During the week starting October 12th, the IT industry has been scrambling to address or answer questions regarding several patches that address vulnerabilities including CVE-2020-16898. The vulnerability allows a hacker to send communication packets to a remote Windows 10 or Windows Server 2019 operating system and potentially gain control over the device. This patch is critical and necessary to defend against attacks that can happen from anywhere in the world. Another vulnerability was also announced, this one by SonicWALL: CVE-2020-5135, which allows for an attack on the perimeter defense and allow for code execution from a malicious attacker.
In 2020 there has been a rise in both volume and variance of cyber-attacks world-wide. Organizations have now begun to take recommendations from cyber security experts more seriously, determining that it is less expensive to have security defenses than it is to experience a breach. Most organizations are starting to see that without taking proper steps, it is only a matter of time before they are breached.
How do these vulnerabilities effect business?
Ideally, announced patches and vulnerabilities should be deployed quickly and efficiently to an entire organization with applicable machines that require those fixes. It is important for your IT Provider to be able to continue with regular IT services as well as execute and pivot to combat issues that are presented by experts in the cyber security field. It is even more important for your leadership team to maintain a proactive approach to allowing your IT Provider to better defend the organization through this proactive approach.

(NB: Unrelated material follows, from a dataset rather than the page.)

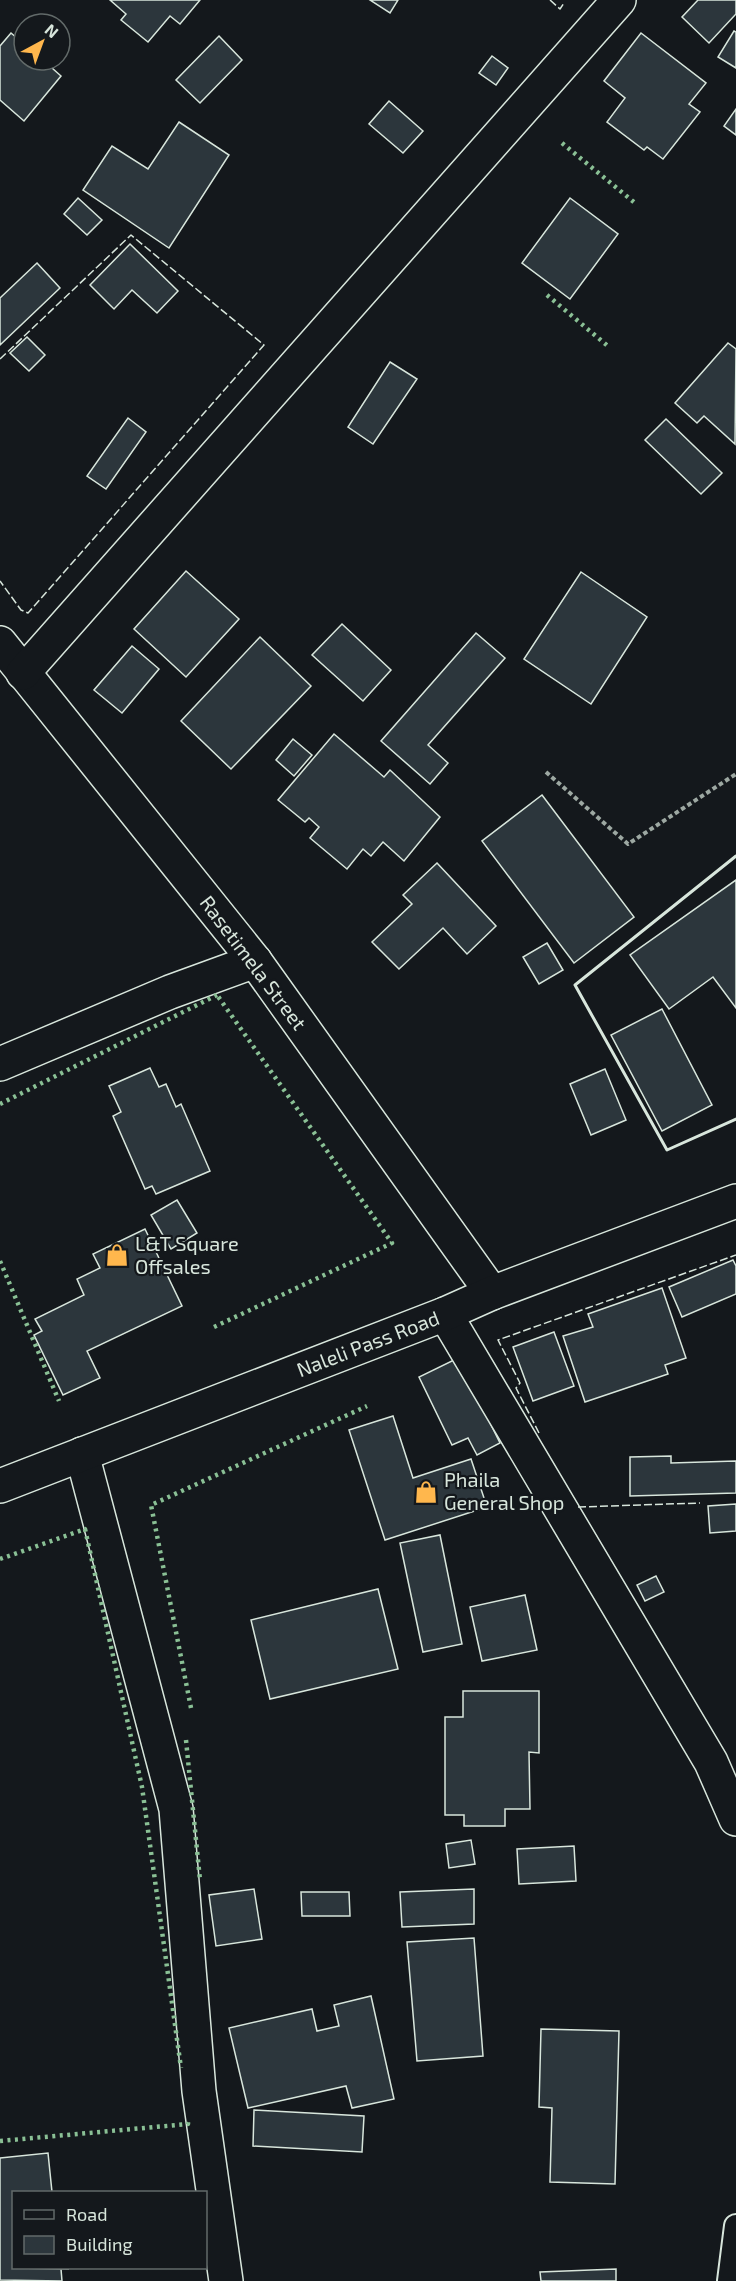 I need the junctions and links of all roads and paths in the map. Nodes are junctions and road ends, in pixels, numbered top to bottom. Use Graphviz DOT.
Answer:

At Integris, the day the vulnerabilities were announced to the world we had dedicated technicians and engineers already testing out the patches and evaluating organizations that were most at risk. Patches for both SonicWALL and Microsoft were deployed out across firewalls, servers, and workstations quietly in the background. This was a major effort to secure networks while making sure that organizational operations were unaffected.
Patching and Updates
Patching is often talked about as an activity that most organizations don’t like, value, or understand. Technicians have often been greeted with grumbling or even irritation when suggesting running updates on computers:
“Every time I run an update my wireless mouse stops connecting to my laptop until I unplug/plug it back in” – Everyone who ever owned a wireless mouse
Yes, unfortunately there can be some inconveniences to the patching and updates. However Microsoft continues to work on patches that cause less uproar and are directed towards securing and maintaining the integrity of your operating system. Integris focuses on communicating with you as a client on patches that may provide some disruption. Even after you are made aware of these changes, Integris will quickly plan and execute at times that make the most sense for your organization, while still maintaining defenses.
In the meantime, for patches and updates that do not disrupt your operations, sit back and relax. For you, No Action Required!